JM
Enfrentamento diário - quem sou eu?
Falar sobre mim mesmo não é algo que eu faço com muita frequência, mas já que estarei por aqui, todas as quintas, compartilhando poucas certezas e muitas indagações é necessário que me apresente. Para começar a brincadeira me chamo Wesley, o nome foi escolhido por minha irmã em homenagem a Wesley Snipes - relevemos o fato de ser um norte-americano e nos atentemos ao fato de ser um ator negro. Eu nasci no subúrbio ferroviário de Salvador, num bairro chamado Plataforma, na comunidade de Novos Alagados.
Minhas primeiras lembranças de infância são os manguezais e as casas de palafitas. Só maior vim entender o que o nome do local que vivia dizia sobre ele. Crescer em Salvador, a cidade mais negra fora da África, não foi sintomático para o processo de autoafirmação da minha negritude. Cresci em lar evangélico , sendo o décimo filho de minha mãe e e tendo mais cinco irmãos por parte de pai.
Até os 19 anos nunca havia colocado os pés num terreiro de candomblé. A ignorância e uma série de coisas ruins que aprendi em casa me repeliam de um maior contato. Anos mais tarde, já em São Paulo, entrei para um terreiro, mas isso é história para um outro texto. Pardo era o que minha mãe me ensinou que eu era e foi o que internalizei para dizer a mim mesmo e ao mundo. Até os 17 anos um dos meus pensamentos mais recorrentes era mudar meu nariz e ter cabelos lisos. Isso mudou quando eu conheci o movimento estudantil secundarista, ampliando meu senso crítico e compreensão do mundo ao meu redor.
Desde pequeno sempre quis ser ator, mas olhava os filmes e as telenovelas e nunca houve um sentimento de pertencimento. Nunca me vi representado ali! A partir disso comecei a reparar como o negro estava representado na arte, como diz um trecho de uma música de uma banda de reggae baiana, chamada Adão Negro, o lugar do negro, o meu lugar era este: "Apartheid disfarçado todo dia. Quando me olho não me vejo na TV. Quando me vejo estou sempre na cozinha ou na favela submissa ao poder". Depois de me dar conta disso não restava outro caminho a não ser me organizar. Precisava lutar junto com meus pares, precisava encarar a luta antiracista como questão de vida. E é sim questão de vida.
E ao falar de vida não tem como não falar sobre Claudias e Amarildos, DGs e Luanas Barbosas, sobre minha sobrinha de 5 anos que sofre racismo na escola pelo seu cabelo duro, sobre minha colega de faculdade que teve que ouvir da professora que ela jamais se sentaria no teatro atrás dela por conta do seu black power. Falar de vidas negras é falar de resistência, de diaspóra, de dívida histórica, mas acima de tudo de muito enfrentamento.

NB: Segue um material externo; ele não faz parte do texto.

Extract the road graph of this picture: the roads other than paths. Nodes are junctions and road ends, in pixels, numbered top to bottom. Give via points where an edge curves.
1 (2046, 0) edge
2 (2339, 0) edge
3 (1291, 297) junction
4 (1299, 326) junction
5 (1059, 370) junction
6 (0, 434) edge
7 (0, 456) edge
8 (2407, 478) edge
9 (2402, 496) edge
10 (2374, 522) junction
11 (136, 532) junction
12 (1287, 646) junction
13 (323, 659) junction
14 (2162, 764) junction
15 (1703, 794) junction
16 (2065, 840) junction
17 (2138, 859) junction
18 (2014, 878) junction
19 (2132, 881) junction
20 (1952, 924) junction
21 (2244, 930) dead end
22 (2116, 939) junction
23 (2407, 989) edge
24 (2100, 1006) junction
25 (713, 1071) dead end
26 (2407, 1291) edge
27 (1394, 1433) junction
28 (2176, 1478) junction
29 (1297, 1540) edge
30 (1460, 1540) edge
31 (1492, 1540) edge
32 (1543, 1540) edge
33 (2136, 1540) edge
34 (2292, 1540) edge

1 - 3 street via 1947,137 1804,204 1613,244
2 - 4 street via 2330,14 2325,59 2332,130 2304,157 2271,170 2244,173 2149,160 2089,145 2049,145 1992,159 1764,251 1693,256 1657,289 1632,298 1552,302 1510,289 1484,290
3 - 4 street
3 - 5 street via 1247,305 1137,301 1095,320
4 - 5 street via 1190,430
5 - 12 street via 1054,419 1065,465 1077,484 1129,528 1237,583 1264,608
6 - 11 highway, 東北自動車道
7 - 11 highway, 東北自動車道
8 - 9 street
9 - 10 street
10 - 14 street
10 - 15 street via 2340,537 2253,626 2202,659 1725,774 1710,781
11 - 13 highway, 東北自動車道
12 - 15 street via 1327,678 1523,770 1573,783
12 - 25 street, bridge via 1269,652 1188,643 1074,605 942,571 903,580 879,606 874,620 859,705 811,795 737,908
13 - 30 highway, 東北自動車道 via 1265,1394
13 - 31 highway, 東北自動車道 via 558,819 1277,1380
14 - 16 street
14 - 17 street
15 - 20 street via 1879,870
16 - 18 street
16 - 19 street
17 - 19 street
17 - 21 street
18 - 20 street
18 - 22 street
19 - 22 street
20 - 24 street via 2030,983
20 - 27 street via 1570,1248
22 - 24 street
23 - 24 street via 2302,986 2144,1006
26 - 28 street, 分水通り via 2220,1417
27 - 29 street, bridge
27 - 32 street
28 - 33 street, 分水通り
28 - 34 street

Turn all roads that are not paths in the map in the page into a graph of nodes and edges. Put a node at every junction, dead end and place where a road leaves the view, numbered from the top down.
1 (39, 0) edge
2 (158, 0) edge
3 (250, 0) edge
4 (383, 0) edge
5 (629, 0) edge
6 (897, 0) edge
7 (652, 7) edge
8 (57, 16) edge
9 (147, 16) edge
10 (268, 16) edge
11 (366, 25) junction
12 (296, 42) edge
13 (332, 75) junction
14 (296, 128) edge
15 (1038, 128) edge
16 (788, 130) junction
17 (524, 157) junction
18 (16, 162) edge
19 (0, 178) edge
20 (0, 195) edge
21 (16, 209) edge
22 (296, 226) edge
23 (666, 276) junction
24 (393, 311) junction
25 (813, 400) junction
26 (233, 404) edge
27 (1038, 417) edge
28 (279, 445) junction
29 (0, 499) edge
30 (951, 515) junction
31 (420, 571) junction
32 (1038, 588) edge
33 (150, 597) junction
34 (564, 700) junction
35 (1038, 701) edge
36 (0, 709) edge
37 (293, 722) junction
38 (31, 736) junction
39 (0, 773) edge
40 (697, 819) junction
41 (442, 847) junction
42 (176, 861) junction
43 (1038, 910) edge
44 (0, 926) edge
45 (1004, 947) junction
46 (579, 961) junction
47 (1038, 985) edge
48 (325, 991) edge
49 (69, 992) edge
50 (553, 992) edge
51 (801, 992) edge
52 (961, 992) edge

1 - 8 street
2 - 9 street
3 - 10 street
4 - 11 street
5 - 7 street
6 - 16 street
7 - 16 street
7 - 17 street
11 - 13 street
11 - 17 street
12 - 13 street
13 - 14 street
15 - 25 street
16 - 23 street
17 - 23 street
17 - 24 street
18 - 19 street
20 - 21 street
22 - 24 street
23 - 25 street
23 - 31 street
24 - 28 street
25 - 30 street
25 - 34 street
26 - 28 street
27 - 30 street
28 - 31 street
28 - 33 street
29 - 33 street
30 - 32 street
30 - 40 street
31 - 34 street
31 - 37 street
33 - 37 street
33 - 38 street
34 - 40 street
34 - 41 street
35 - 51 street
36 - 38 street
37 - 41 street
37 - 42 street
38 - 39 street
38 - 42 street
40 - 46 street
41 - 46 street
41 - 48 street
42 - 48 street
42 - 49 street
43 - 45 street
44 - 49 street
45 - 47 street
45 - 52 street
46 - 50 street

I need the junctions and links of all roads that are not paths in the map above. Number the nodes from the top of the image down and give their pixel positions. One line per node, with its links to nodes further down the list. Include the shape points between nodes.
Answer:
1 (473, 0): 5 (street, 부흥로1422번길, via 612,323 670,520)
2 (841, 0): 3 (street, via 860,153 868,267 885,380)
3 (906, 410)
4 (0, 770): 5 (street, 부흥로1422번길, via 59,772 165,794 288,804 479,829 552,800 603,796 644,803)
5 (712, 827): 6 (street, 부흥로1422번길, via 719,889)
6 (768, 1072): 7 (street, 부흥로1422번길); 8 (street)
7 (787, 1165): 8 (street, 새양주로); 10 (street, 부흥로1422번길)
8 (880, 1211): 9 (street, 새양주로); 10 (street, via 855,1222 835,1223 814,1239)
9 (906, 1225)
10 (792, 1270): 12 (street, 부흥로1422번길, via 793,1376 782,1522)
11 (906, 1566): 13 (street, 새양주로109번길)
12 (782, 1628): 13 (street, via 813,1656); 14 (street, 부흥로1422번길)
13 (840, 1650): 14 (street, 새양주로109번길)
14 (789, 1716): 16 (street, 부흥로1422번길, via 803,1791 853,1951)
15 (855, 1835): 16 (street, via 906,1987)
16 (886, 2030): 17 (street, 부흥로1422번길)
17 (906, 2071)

Escrever para vocês aqui hoje e compartilhar um pouco da minha história é um enfrentamento! Mas isso só não basta, é preciso estar nas redes e nas ruas. É preciso apontar o racismo velado e estrutural que faz com que o taxista não pare para mim na rua, mas o carro da PM sim. É meter o dedo na ferida e dizer que eu vou tá lá, que meu lugar não vai ser pautado pela minha cor. E assim eu sigo, pelo menos tento, pois não é todo dia que se veste a capa de militante e se vai a luta. Mas se o mundo me empurra aprendi que devo empurrá-lo de volta, pois não nasci para o silêncio e a minha luta, junto aos meus, é legado vivo da minha ancestralidade e ponte para um novo futuro para aqueles que virão.
Ubuntu! 4P - todo poder ao povo preto!